Authors and Affiliations

Authors

Corresponding author

Correspondence to Poonam Goyal.

Ethics declarations

Conflict of Interest The authors declare that they have no conflict of interest.

Additional information

Jagat Sesh Challa got his M.Sc. (Tech.) degree in information systems in 2010, his M.E. degree in software system in 2012, and his Ph.D. degree in computer science in 2019, all from the Birla Institute of Technology and Science (BITS), Pilani Campus. Since Feb. 2021, he has been employed as an assistant professor at BITS Pilani. His current research interests include big data analytics, high performance computing, stream analytics, computer vision, materials informatics, human-computer interaction, and federated learning.

Navneet Goyal got his M.Sc. degree in mathematics from H.N.Bahuguna University, Srinagar (U.P) in 1988, his M.Phil. degree in mathematics in 1989 and his Ph.D. degree in applied mathematics in 1995 from the University of Roorkee (now IIT, Roorkee) Roorkee.

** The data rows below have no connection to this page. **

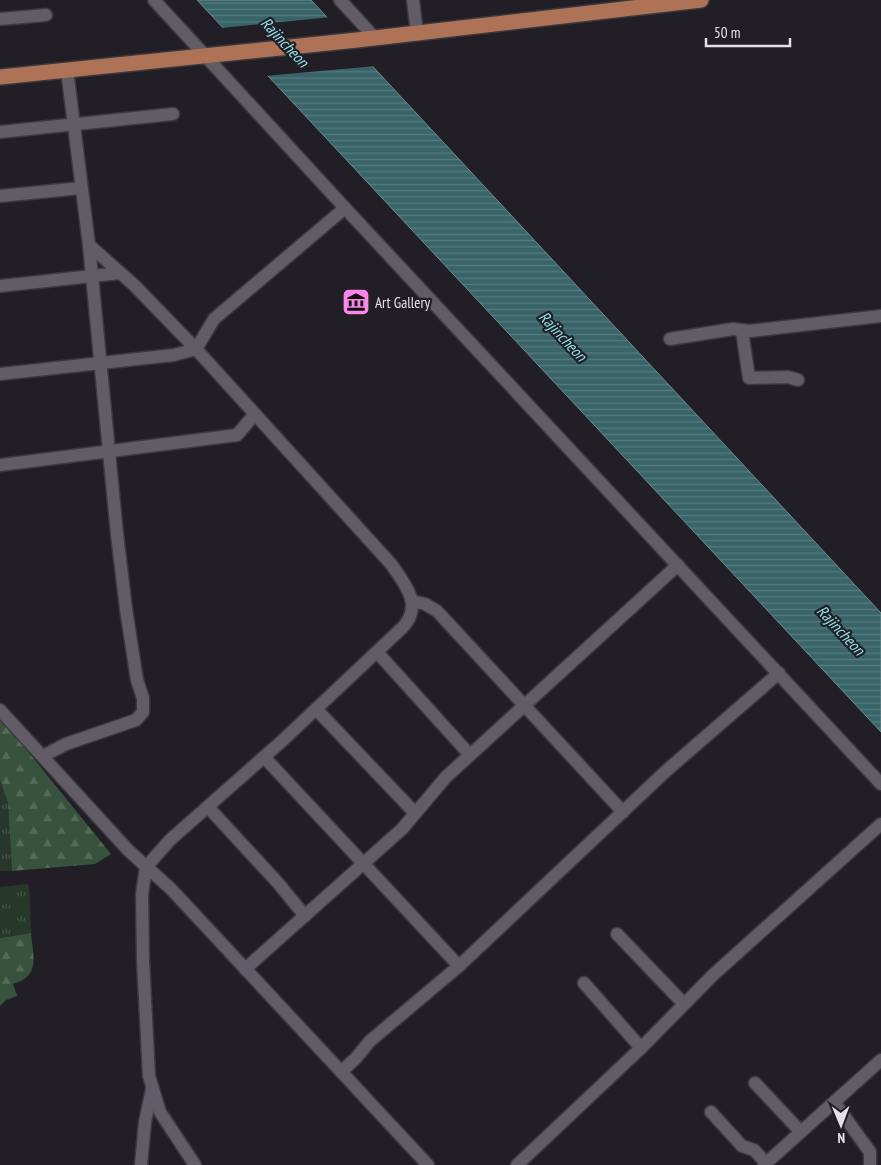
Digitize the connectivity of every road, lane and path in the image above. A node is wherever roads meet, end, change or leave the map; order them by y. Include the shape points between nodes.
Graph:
1 (154, 0) edge
2 (340, 0) edge
3 (413, 0) edge
4 (701, 0) edge
5 (46, 15) dead end
6 (0, 20) edge
7 (417, 33) junction
8 (375, 38) junction
9 (205, 57) junction
10 (67, 70) junction
11 (0, 77) edge
12 (173, 114) dead end
13 (74, 125) junction
14 (0, 132) edge
15 (82, 188) junction
16 (0, 196) edge
17 (345, 208) junction
18 (88, 245) junction
19 (120, 273) junction
20 (91, 275) junction
21 (0, 286) edge
22 (881, 316) edge
23 (742, 331) junction
24 (670, 339) dead end
25 (196, 349) junction
26 (100, 364) junction
27 (0, 374) edge
28 (798, 380) dead end
29 (255, 414) junction
30 (109, 450) junction
31 (0, 465) edge
32 (678, 565) junction
33 (412, 602) junction
34 (377, 652) junction
35 (778, 673) junction
36 (524, 705) junction
37 (316, 709) junction
38 (0, 710) edge
39 (42, 756) junction
40 (470, 756) junction
41 (264, 757) junction
42 (881, 784) edge
43 (208, 807) junction
44 (623, 812) junction
45 (415, 814) junction
46 (881, 824) edge
47 (364, 863) junction
48 (146, 867) junction
49 (305, 916) junction
50 (617, 934) dead end
51 (459, 966) junction
52 (245, 969) junction
53 (584, 983) dead end
54 (684, 1004) junction
55 (641, 1048) junction
56 (881, 1060) edge
57 (342, 1072) junction
58 (755, 1083) dead end
59 (152, 1089) junction
60 (834, 1102) junction
61 (711, 1112) dead end
62 (801, 1132) junction
63 (765, 1164) edge
64 (141, 1165) edge
65 (195, 1165) edge
66 (428, 1165) edge
67 (517, 1165) edge
68 (870, 1165) edge

1 - 9 street
2 - 8 street
3 - 7 street
4 - 7 main road
5 - 6 street
7 - 8 main road
8 - 9 main road
9 - 10 main road
9 - 17 street
10 - 11 main road
10 - 13 street
12 - 13 street
13 - 14 street
13 - 15 street
15 - 16 street
15 - 18 street
17 - 25 street via 214,319
17 - 32 street
18 - 19 street
18 - 20 street
19 - 20 street
19 - 25 street
20 - 21 street
20 - 26 street
22 - 23 street
23 - 24 street via 726,330
23 - 28 street via 749,378 788,376
25 - 26 street via 174,355
25 - 29 street
26 - 27 street
26 - 30 street
29 - 30 street via 237,435
29 - 33 street via 391,564 408,589
30 - 31 street
30 - 39 street via 126,609 143,712 136,720 66,744
32 - 35 street
32 - 36 street
33 - 34 street via 408,622
33 - 36 street via 425,604 436,611
34 - 37 street
34 - 40 street
35 - 42 street
35 - 44 street
36 - 40 street
36 - 44 street
37 - 41 street
37 - 45 street
38 - 39 street
39 - 48 street
40 - 45 street via 446,777
41 - 43 street
41 - 47 street
43 - 48 street via 170,840
43 - 49 street
44 - 51 street
45 - 47 street
46 - 54 street
47 - 49 street
47 - 51 street
48 - 52 street via 171,889
48 - 59 street via 142,894 143,960
49 - 52 street
50 - 54 street
51 - 57 street via 370,1041
52 - 57 street
53 - 55 street
54 - 55 street
55 - 67 street
56 - 60 street
57 - 66 street
58 - 62 street
59 - 64 street
59 - 65 street via 160,1112
60 - 62 street
60 - 68 street via 870,1152
61 - 63 street via 742,1146 754,1150
62 - 63 street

Since 1995, he has been working as a faculty of various designations (assistant professor, associate professor, professor, senior professor) at Birla Institute of Technology and Science (BITS), Pilani Campus. Currently, he is also the head of the CSIS Department at BITS Pilani, Pilani Campus. His current research interests include big data analytics, AI/ML, earth observation, satellite image analytics, IoT data analytics, data provenance, databases and warehousing, etc.

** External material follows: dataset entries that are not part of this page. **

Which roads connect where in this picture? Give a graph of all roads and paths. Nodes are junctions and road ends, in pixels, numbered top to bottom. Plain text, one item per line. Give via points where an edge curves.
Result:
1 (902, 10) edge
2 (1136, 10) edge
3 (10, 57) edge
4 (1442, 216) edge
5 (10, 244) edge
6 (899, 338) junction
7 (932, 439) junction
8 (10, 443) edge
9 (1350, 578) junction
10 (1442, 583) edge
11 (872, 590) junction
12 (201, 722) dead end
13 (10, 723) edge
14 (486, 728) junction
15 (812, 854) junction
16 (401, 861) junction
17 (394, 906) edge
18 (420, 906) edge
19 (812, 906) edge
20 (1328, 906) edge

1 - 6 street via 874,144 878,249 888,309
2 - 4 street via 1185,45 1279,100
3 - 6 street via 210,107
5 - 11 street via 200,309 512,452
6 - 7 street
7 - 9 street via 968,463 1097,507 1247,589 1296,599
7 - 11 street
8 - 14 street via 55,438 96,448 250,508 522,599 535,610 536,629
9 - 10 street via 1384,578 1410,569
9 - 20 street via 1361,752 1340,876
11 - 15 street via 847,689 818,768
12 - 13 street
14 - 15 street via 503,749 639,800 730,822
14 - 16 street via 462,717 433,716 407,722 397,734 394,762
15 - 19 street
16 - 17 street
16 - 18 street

Amogh Sharma got his B.E. degree in computer science from BITS Pilani in 2019. Since July 2019, he has been working with Uber (India and USA) as a software engineer (July 2019–Jan. 2022) and senior software engineer (since Feb 2022). His research interests include data mining and parallel algorithms.

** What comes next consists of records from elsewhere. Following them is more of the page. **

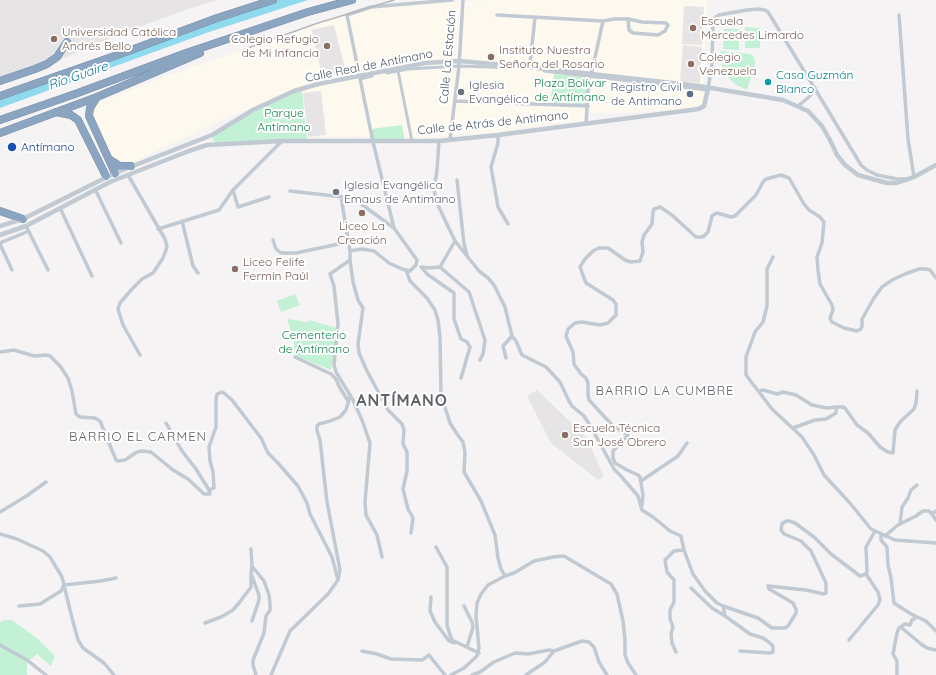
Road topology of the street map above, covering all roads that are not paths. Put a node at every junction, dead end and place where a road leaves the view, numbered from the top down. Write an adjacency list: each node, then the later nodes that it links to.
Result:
1 (274, 0): 20 (highway)
2 (352, 0): 10 (highway)
3 (452, 0): 16 (street)
4 (463, 0): 12 (street, Calle La Estación)
5 (497, 15): 7 (street)
6 (899, 16): 44 (street)
7 (535, 17): 9 (street); 13 (street)
8 (628, 19): 8 (street); 9 (street)
9 (603, 21): 15 (street)
10 (239, 36): 21 (highway); 26 (highway)
11 (67, 42): 17 (highway)
12 (459, 64): 13 (street, Calle Real de Antímano); 14 (street); 16 (street, Calle Real de Antímano); 22 (street, Calle La Estación)
13 (528, 68): 15 (street, Calle Real de Antímano)
14 (398, 71): 16 (street); 33 (street)
15 (590, 75): 19 (street, Calle Real de Antímano); 23 (street)
16 (360, 77): 29 (street, Calle Real de Antímano); 35 (street)
17 (0, 81)
18 (815, 88): 19 (street); 24 (street); 46 (street)
19 (708, 89): 24 (street, Calle Real de Antímano); 27 (street, Calle de Atrás de Antímano)
20 (0, 95)
21 (97, 97): 25 (highway); 39 (highway)
22 (455, 101): 23 (street); 31 (street, Calle La Estación)
23 (588, 106): 27 (street)
24 (798, 106): 46 (street, Calle Real de Antímano)
25 (56, 112): 28 (highway); 45 (highway)
26 (0, 120)
27 (586, 124): 30 (street, Calle de Atrás de Antímano)
28 (0, 133)
29 (212, 135): 36 (street, Calle Real de Antímano); 37 (street)
30 (498, 135): 31 (street, Calle de Atrás de Antímano); 57 (street)
31 (450, 140): 34 (street, Calle de Atrás de Antímano)
32 (282, 141): 35 (street, Calle de Atrás de Antímano); 37 (street, Calle de Atrás de Antímano); 49 (street)
33 (412, 141): 34 (street, Calle de Atrás de Antímano); 35 (street, Calle de Atrás de Antímano)
34 (439, 141): 65 (street)
35 (374, 142): 60 (street)
36 (186, 144): 38 (street); 41 (street, Calle Real de Antímano)
37 (217, 144): 38 (street, Calle de Atrás de Antímano)
38 (189, 151): 42 (street, Calle de Atrás de Antímano)
39 (108, 159): 41 (highway); 43 (highway)
40 (936, 165): 44 (street, Calle Real de Antímano)
41 (131, 166): 43 (street, Calle Real de Antímano)
42 (128, 175): 43 (street, Calle de Atrás de Antímano); 61 (street)
43 (116, 176): 45 (street)
44 (914, 177): 46 (street, Calle Real de Antímano)
45 (108, 179): 48 (street); 55 (street)
46 (908, 179)
47 (457, 180): 70 (street)
48 (95, 189): 53 (street); 68 (street)
49 (233, 190): 51 (street); 56 (street)
50 (290, 191): 52 (street)
51 (269, 197)
52 (341, 197): 60 (street); 66 (street)
53 (60, 208): 59 (street); 80 (street)
54 (0, 211): 55 (highway)
55 (23, 219): 58 (street)
56 (182, 221): 61 (street); 79 (street)
57 (508, 224)
58 (0, 226)
59 (26, 226): 62 (street); 63 (street)
60 (394, 228): 73 (street)
61 (158, 229): 84 (street)
62 (29, 231): 67 (street); 77 (street)
63 (0, 235)
64 (273, 240): 66 (street)
65 (455, 241): 70 (street); 74 (street)
66 (348, 242): 69 (street)
67 (0, 243): 76 (street)
68 (121, 243)
69 (350, 251): 72 (street); 78 (street)
70 (467, 256): 82 (street)
71 (773, 257): 89 (street)
72 (350, 260): 91 (street); 108 (street)
73 (416, 265): 75 (street); 78 (street)
74 (440, 267): 75 (street); 87 (street)
75 (422, 268): 88 (street)
76 (12, 270)
77 (48, 270)
78 (406, 270): 120 (street)
79 (198, 273)
80 (92, 276)
81 (936, 278): 97 (street)
82 (512, 336): 86 (street); 101 (street)
83 (0, 352): 100 (street)
84 (140, 355)
85 (295, 357): 92 (street)
86 (506, 358)
87 (480, 360)
88 (461, 378)
89 (759, 391): 93 (street); 95 (street)
90 (917, 391): 93 (street)
91 (350, 396): 92 (street); 116 (street)
92 (348, 401): 122 (street)
93 (836, 407): 95 (street)
94 (166, 423): 100 (street)
95 (794, 428): 107 (street)
96 (687, 443): 97 (street)
97 (641, 481): 101 (street)
98 (46, 482): 103 (street)
99 (917, 485): 106 (street)
100 (209, 490): 122 (street)
101 (642, 510): 115 (street)
102 (936, 511): 104 (street)
103 (0, 512)
104 (932, 514): 105 (street); 106 (street)
105 (935, 522)
106 (900, 524): 111 (street)
107 (875, 531): 110 (street); 119 (street)
108 (411, 533)
109 (0, 534): 123 (street)
110 (881, 534): 111 (street); 130 (street)
111 (885, 536): 112 (street)
112 (936, 543)
113 (436, 547): 136 (street)
114 (251, 549): 117 (street)
115 (684, 550): 128 (street); 143 (street)
116 (382, 558)
117 (252, 566): 118 (street); 147 (street)
118 (250, 574): 131 (street); 132 (street)
119 (866, 574): 128 (street); 135 (street)
120 (505, 576): 144 (street); 154 (street)
121 (116, 578): 123 (street)
122 (338, 580): 148 (street)
123 (64, 585): 126 (street); 146 (street)
124 (690, 588): 129 (street)
125 (431, 597): 136 (street)
126 (19, 606)
127 (464, 606): 138 (street)
128 (723, 606): 129 (street)
129 (726, 616): 142 (street)
130 (917, 617): 133 (street); 134 (street)
131 (252, 621)
132 (206, 623)
133 (902, 628): 140 (street); 155 (street)
134 (936, 631)
135 (849, 640)
136 (457, 642): 138 (street)
137 (0, 645): 145 (street)
138 (467, 646): 144 (street)
139 (554, 650): 151 (street); 152 (street); 153 (street)
140 (936, 650)
141 (362, 651): 149 (street)
142 (740, 651)
143 (676, 652)
144 (479, 653): 150 (street)
145 (46, 675)
146 (114, 675)
147 (256, 675)
148 (271, 675)
149 (445, 675)
150 (451, 675)
151 (472, 675)
152 (526, 675)
153 (607, 675)
154 (636, 675)
155 (897, 675)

Nikhil Sreekumar got his B.Tech. degree in CSE from TKM College of Engineering, Kollam in 2014, his M.E. degree in CS from BITS Pilani in 2016, and currently is pursuing his Ph.D. degree from the University of Minnesota. His current research interests include big data and distributed computing.

Sundar Balasubramaniam completed his B.E. degree in electronics and communication from the College of Engineering, Anna University, Chennai, in 1988, his M.Tech. degree in computer science from NIT Warangal in 1990, and his M.S. degree in computer science from Indiana University Bloomington in 1998. Since 2019, he has been working as an independent consultant and product designer for higher education in Bengaluru, India. His research interests include HPC, compilers, cloud computing, parallel algorithms, big data, etc.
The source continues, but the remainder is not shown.